Tactiques de confrontation de Babbage en matière de bruit et des responsables locaux, en particulier ses nombreuses lettres au Times remplies avec des réponses tout aussi dévastateurs de ses objectifs: ses voisins musiciens embauchés pour jouer en dehors de ses fenêtres, parfois en utilisant des instruments à vent endommagés à ajouter à l'ennui. Un autre voisin a soufflé un sifflet d'étain à partir de la fenêtre donnant sur la maison de Babbage pour une demi-heure chaque jour pendant plusieurs mois. Une fanfare a joué devant sa maison pendant cinq heures. Et, quand Babbage a quitté sa maison,

la foule des jeunes enfants, poussé par leurs parents, et soutenu à une distance judicieuse par un ensemble de vagabonds, forme une foule assez bruyant, de me suivre quand je passe le long, et crier épithètes peu élogieux. Lorsque je me retourne et Enquête mon illustre la queue il arrête .. l'instant je me tourne, les cris et les abus sont repris, et la foule de suivre à nouveau à une distance respectueuse ... Dans un cas, il y avait certainement plus de cent personnes, composée d'hommes , les femmes, et les garçons, avec des multitudes de jeunes enfants qui me suivaient dans les rues avant que je pouvais trouver un policier.

Pourtant, Babbage a persévéré, demandant l'aide des écrivains et des artistes remarquables en témoignant de sa mission.

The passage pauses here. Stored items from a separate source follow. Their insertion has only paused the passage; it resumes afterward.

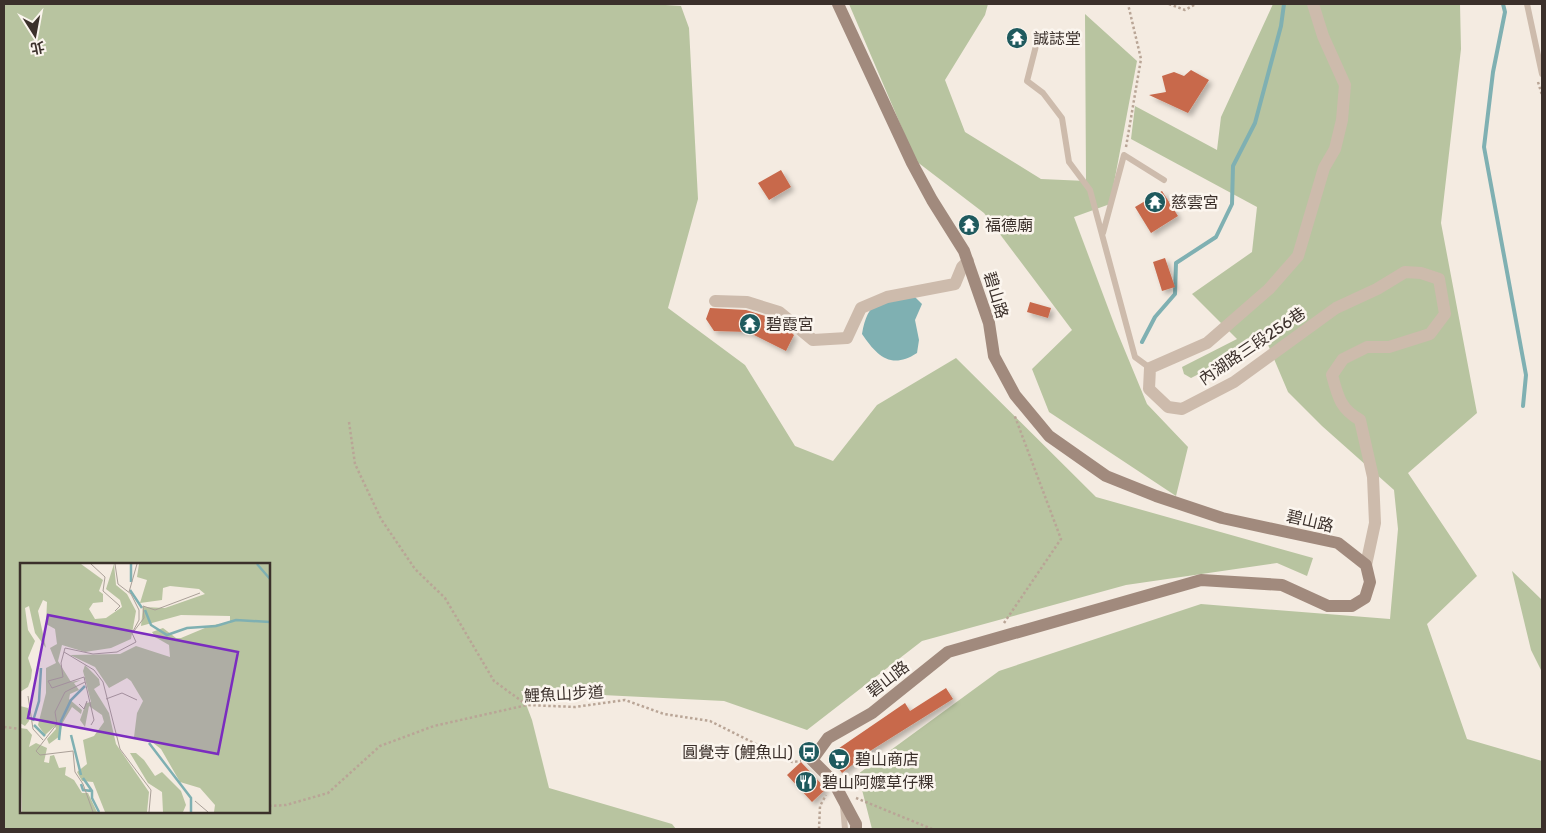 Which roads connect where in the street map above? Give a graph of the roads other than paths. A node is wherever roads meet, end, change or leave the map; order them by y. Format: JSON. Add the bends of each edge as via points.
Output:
{"nodes":[{"id":1,"x":838,"y":4,"type":"edge"},
{"id":2,"x":1313,"y":4,"type":"edge"},
{"id":3,"x":1528,"y":4,"type":"edge"},
{"id":4,"x":1039,"y":34,"type":"dead end"},
{"id":5,"x":1542,"y":74,"type":"edge"},
{"id":6,"x":1164,"y":180,"type":"dead end"},
{"id":7,"x":1102,"y":235,"type":"junction"},
{"id":8,"x":968,"y":261,"type":"junction"},
{"id":9,"x":715,"y":301,"type":"dead end"},
{"id":10,"x":1150,"y":368,"type":"junction"},
{"id":11,"x":1366,"y":565,"type":"junction"},
{"id":12,"x":838,"y":790,"type":"junction"},
{"id":13,"x":845,"y":829,"type":"edge"},
{"id":14,"x":856,"y":829,"type":"edge"}],
"edges":[{"from":1,"to":8,"type":"street","name":"碧山路","via":[[912,163]]},
{"from":2,"to":10,"type":"street","name":"內湖路三段256巷","via":[[1345,85],[1336,149],[1324,168],[1298,256],[1269,290],[1207,343]]},
{"from":3,"to":5,"type":"lane"},
{"from":4,"to":7,"type":"lane","via":[[1027,81],[1043,93],[1062,118],[1070,162],[1090,190]]},
{"from":6,"to":7,"type":"lane","via":[[1124,155]]},
{"from":7,"to":10,"type":"lane","via":[[1135,357]]},
{"from":8,"to":9,"type":"street","via":[[955,284],[887,297],[861,308],[846,338],[813,340],[779,312],[747,302]]},
{"from":8,"to":11,"type":"street","name":"碧山路","via":[[989,323],[994,356],[1015,395],[1049,436],[1106,476],[1222,518],[1338,544]]},
{"from":10,"to":11,"type":"street","name":"內湖路三段256巷","via":[[1149,389],[1168,407],[1182,409],[1234,382],[1336,308],[1405,272],[1438,279],[1445,314],[1430,334],[1389,347],[1367,347],[1343,359],[1332,375],[1337,396],[1346,412],[1360,420],[1373,477],[1375,523]]},
{"from":11,"to":12,"type":"street","name":"碧山路","via":[[1370,582],[1368,590],[1365,598],[1352,606],[1328,606],[1282,585],[1201,580],[948,652],[872,713],[828,738],[812,760]]},
{"from":12,"to":13,"type":"lane"},
{"from":12,"to":14,"type":"street"}]}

Il a même eu Charles Dickens à contribuer au livre:

Dickens écrit que lui et ses cosignataires »sont quotidiennement interrompu, harcelé, inquiet, fatigué, entraînée presque folle, par des musiciens de rue.» Rédaction de 'artistes airain sur les instruments d'airain », il ajoute:« Dès qu'il devient connu pour les producteurs de sons horribles que l'un de vos correspondants ont particulièrement besoin de calme dans leurs propres maisons, que ces maisons sont assiégés par les hôtes discordants cherchant à être achetés.

En fin de compte, Babbage avait son chemin - une sorte de:

Les publications de Babbage et Basse gagné le jour. Plus tard dans la même année qu'ils sont apparus, Loi de Bass passé dans la loi. Ce fut le début de la fin pour les musiciens de rue, si cette fin était lente à venir - si lent que, lorsque Babbage était sur son lit de mort, un joueur d'orgue joué à l'extérieur.